Quand, à six heures du matin, Gebbert l'avait surpris en train de défoncer un pan de glace du plan d'eau gelé à coups de pelle pour y sauter en caleçon par moins cinq, il en avait perdu le pot de compote qu'il remontait des caves. Von Falkenstein avait décidé de ne pas perdre de temps à lui expliquer que s'il ne se torturait pas, il pouvait devenir intenable à force de procrastiner. Depuis l'enfance, il débordait d'une énergie nerveuse qu'il s'efforçait d'évacuer par tous les moyens. Il avait pratiqué le tir à l'arc, l'équitation, l'escrime, la boxe, gagné le championnat d'aviron universitaire et était toujours le premier volontaire aux épreuves physiques lors de ses classes. Un esprit sain dans un corps sain. Pour l'esprit, il n'était pas tellement sûr, mais il pouvait se targuer sans problème de s'être forgé une splendide anatomie et une endurance exemplaire. Pour obtenir les quelques heures de concentration extrême et de calme qu'exigeaient ses interventions au bloc, il devait au préalable courir jusqu'à en avoir des haut-le-cœur. La plupart du temps, ça suffisait. Mais pas à l'Institut. Privé de son cadre habituel et de sa routine, il se transformait en bête sauvage. La plupart des pensionnaires de l'Ahnenerbe l'évitaient donc, quand ils ne le traitaient pas de fou furieux.

Il vécut le retour à la civilisation comme une renaissance. L'âme que la forêt s'était efforcée à aspirer revint à lui dès qu'il eut posé les pieds à Stuttgart. La perspective de s'éloigner de l'Institut et de ses murs de brique, certes pour un temps, certes pour se perdre dans le froid sévère de l'est, l'avait revigoré. Il n'était pourtant pas d'un naturel aventurier, d'habitude. Même la présence de ce crétin de lieutenant Jensen n'avait pas réussi à gâcher son humeur.

Mais comme tout, le train finit lui aussi par l'ennuyer et c'est ainsi qu'il se réveilla à quatre heures du matin, incapable de fermer l'œil une minute de plus tandis que Jensen ronflait paisiblement, enfoui sous la couverture et ses pieds en chaussettes dépassant de dix bons centimètres de la couchette. Il se leva en silence, essayant de ne pas se cogner dans la pénombre et attrapant les notes que lui avait légué le docteur Krauss, il sortit dans la coursive, dossier sous le bras, ses bottes dans une main et ses lunettes dans l'autre.

Tractés d'une main de fer par la DRG Classe E, les boggies tapotaient leur rythme paisible quelque part sous les wagons. Il s'était habitué à ce bruit de fond comme on s'habituait à la houle sur un bateau. Un silence de tombeau régnait en première classe. Le couloir n'était illuminé que par un éclairage sur deux. Après s'être chaussé, il se dirigea vers l'arrière du train à la recherche de la voiture restaurant.

Celle-ci était complètement déserte. Seul un employé de la Reichsbahn, engoncé dans son uniforme marine, pionçait derrière le comptoir pour assurer un semblant de service.
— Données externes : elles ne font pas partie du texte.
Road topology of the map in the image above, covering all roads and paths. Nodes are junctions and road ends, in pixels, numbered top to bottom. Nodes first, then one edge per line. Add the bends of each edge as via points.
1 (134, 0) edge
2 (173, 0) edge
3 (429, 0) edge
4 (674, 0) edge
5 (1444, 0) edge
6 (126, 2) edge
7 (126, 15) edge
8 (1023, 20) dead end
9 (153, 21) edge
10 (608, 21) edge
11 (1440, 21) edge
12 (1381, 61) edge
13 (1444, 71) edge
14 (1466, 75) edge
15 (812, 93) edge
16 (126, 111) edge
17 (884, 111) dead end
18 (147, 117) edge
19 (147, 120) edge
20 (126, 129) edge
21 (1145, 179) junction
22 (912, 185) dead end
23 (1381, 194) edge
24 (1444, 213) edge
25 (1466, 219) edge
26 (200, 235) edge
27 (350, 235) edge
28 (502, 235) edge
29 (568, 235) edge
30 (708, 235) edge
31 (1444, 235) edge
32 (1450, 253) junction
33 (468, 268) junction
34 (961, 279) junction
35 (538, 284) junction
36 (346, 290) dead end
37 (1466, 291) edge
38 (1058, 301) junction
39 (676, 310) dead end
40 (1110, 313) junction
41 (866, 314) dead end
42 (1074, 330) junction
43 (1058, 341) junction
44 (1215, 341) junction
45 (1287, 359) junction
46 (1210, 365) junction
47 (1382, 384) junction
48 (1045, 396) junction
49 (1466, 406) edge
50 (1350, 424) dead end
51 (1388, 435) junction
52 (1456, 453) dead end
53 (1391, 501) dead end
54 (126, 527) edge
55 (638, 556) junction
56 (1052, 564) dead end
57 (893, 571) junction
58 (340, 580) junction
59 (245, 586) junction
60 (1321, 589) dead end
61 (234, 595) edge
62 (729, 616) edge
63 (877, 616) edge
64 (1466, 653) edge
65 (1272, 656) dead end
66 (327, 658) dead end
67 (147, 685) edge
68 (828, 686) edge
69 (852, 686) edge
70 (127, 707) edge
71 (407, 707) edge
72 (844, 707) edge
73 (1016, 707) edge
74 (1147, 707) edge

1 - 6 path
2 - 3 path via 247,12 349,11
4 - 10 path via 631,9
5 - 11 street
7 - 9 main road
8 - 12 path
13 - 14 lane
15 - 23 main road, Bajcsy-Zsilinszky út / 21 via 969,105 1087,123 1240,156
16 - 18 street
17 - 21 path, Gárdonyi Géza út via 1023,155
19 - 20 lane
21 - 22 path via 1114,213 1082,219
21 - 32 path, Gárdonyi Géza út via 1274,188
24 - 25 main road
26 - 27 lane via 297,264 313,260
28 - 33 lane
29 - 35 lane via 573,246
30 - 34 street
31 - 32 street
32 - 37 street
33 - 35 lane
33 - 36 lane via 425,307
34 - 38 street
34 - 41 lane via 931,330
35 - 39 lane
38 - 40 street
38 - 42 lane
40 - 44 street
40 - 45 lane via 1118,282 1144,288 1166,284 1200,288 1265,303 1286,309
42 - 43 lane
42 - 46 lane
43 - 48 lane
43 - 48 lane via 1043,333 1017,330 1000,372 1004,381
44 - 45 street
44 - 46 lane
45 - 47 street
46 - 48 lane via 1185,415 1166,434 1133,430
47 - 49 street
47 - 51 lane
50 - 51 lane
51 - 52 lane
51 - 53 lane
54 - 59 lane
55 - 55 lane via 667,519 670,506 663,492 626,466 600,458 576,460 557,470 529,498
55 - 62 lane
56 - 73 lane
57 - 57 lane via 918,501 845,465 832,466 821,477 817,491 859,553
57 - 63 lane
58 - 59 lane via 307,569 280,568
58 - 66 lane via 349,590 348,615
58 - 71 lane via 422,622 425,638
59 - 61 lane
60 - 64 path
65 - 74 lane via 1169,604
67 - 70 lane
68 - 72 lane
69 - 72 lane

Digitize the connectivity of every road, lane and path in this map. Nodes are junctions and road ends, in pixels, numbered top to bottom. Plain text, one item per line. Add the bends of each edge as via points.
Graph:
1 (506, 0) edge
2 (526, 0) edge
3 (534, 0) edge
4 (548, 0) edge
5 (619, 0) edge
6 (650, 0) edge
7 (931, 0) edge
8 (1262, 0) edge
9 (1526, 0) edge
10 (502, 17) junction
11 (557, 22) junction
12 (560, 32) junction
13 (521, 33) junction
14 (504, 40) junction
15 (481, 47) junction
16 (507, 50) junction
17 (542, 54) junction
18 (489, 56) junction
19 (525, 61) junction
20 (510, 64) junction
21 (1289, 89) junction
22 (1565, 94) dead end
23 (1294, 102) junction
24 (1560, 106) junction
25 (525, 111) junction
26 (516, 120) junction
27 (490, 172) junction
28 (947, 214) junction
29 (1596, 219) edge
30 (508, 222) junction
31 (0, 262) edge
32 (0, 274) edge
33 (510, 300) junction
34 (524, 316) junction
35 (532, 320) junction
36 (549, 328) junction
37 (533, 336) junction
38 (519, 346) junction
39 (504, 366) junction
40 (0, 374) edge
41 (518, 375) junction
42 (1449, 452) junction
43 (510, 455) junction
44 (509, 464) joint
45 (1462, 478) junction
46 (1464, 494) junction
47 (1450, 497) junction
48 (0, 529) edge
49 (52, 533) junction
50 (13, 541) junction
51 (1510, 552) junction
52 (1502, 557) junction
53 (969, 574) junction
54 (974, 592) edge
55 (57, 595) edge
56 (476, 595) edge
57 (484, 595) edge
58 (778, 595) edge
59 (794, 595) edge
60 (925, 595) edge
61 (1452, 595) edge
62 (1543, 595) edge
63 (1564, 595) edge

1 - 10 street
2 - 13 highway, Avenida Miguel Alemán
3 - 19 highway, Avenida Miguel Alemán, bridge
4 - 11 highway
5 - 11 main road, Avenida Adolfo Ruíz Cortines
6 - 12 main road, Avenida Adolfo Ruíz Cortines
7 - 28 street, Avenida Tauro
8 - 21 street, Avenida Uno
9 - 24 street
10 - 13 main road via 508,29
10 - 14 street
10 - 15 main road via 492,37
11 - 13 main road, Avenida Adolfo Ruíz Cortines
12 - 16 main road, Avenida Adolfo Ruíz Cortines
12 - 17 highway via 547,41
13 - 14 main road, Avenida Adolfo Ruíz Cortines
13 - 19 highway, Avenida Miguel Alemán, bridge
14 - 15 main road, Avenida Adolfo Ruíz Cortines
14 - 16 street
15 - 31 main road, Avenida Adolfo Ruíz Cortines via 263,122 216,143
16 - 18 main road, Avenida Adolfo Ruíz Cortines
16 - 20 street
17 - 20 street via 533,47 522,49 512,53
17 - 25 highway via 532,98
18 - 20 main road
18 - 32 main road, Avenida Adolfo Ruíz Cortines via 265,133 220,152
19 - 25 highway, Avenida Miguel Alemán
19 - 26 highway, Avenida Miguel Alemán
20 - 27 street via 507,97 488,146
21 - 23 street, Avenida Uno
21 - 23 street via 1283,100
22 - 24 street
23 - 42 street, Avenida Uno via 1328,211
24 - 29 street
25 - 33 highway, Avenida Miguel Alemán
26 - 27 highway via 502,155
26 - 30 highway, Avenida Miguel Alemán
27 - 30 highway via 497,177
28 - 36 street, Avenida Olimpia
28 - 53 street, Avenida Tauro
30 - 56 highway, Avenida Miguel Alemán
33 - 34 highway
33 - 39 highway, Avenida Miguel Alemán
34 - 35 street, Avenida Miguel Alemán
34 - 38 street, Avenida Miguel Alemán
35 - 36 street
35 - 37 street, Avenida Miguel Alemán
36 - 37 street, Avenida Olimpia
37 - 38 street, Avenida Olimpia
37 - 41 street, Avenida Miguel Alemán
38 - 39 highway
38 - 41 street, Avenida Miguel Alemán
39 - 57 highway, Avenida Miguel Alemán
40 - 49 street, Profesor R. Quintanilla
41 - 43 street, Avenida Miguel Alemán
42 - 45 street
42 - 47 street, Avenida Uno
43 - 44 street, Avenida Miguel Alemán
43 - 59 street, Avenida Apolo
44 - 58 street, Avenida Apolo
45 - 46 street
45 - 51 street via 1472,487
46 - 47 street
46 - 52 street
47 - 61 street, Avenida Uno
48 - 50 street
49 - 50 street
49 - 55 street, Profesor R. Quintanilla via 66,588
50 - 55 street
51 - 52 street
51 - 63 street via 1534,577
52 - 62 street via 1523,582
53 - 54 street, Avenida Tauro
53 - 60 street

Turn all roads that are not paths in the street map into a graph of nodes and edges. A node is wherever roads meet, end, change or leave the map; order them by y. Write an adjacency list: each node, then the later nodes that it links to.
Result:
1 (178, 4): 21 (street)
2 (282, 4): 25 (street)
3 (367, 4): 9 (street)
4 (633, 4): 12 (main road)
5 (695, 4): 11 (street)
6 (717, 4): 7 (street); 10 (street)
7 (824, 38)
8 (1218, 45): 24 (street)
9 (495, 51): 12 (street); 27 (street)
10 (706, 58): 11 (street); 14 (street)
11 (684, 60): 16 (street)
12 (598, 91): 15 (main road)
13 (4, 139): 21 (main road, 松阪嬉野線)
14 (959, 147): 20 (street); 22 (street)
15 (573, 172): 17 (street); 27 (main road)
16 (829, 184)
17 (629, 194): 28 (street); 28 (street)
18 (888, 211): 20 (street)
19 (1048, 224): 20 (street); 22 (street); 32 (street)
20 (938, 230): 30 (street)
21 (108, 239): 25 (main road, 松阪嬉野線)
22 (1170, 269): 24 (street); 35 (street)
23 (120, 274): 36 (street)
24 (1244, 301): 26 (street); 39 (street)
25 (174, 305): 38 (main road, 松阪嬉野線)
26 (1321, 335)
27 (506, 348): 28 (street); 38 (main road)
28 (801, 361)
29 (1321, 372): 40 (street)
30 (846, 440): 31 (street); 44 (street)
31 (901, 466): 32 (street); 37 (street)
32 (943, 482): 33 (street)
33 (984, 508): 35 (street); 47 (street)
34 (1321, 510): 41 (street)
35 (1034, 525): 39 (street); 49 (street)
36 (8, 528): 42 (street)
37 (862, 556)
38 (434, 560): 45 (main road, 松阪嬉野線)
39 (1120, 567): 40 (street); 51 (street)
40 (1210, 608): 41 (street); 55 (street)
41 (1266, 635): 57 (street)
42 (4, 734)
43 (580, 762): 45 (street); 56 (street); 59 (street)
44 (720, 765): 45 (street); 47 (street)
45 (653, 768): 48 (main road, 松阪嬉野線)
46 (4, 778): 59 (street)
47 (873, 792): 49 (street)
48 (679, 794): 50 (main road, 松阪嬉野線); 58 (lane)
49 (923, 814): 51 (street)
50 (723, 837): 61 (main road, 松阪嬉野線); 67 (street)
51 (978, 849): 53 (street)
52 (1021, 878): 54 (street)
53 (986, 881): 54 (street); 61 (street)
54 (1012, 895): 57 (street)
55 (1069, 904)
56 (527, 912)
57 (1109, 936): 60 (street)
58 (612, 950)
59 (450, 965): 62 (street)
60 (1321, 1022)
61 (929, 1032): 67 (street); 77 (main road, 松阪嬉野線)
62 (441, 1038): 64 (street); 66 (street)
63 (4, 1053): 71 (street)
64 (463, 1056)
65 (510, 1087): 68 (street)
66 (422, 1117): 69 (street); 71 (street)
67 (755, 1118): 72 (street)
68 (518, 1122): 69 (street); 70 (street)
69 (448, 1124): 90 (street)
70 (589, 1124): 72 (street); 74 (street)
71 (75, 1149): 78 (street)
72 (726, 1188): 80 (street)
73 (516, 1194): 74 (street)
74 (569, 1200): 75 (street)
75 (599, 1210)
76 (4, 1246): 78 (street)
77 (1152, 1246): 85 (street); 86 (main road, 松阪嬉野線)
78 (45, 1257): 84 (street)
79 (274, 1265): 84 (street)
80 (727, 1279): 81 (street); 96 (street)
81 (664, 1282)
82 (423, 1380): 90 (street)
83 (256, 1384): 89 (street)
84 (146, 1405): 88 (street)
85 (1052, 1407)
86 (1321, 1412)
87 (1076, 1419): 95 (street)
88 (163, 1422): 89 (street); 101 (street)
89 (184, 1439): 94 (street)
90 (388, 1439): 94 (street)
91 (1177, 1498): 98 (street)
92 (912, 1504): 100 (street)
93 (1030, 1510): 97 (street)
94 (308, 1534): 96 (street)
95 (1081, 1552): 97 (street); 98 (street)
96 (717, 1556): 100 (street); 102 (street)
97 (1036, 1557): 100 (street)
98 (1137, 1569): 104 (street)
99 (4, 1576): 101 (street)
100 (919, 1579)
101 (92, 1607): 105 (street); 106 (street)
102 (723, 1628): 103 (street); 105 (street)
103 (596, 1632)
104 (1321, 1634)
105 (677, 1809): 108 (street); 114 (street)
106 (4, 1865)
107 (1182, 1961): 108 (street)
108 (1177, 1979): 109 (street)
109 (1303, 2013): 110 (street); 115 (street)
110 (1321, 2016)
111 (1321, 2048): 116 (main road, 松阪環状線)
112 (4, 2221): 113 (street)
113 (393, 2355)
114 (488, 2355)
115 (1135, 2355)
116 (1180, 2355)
Décidant qu'il avait assez joué avec les nerfs du personnel de la compagnie ferroviaire nationale, von Falkenstein ne le réveilla pas et se prépara lui-même son café. La Reichsbahn ne fournissait que du lyophilisé pour des raisons de logistique et il le noya de lait concentré avant de partir s'installer le plus loin possible de l'homme endormi. La lumière, quoique tamisée, était suffisante. Allumant une cigarette, il se pencha sur les notes du feu docteur Rip Merken qu'il n'avait toujours pas pris la peine d'étudier.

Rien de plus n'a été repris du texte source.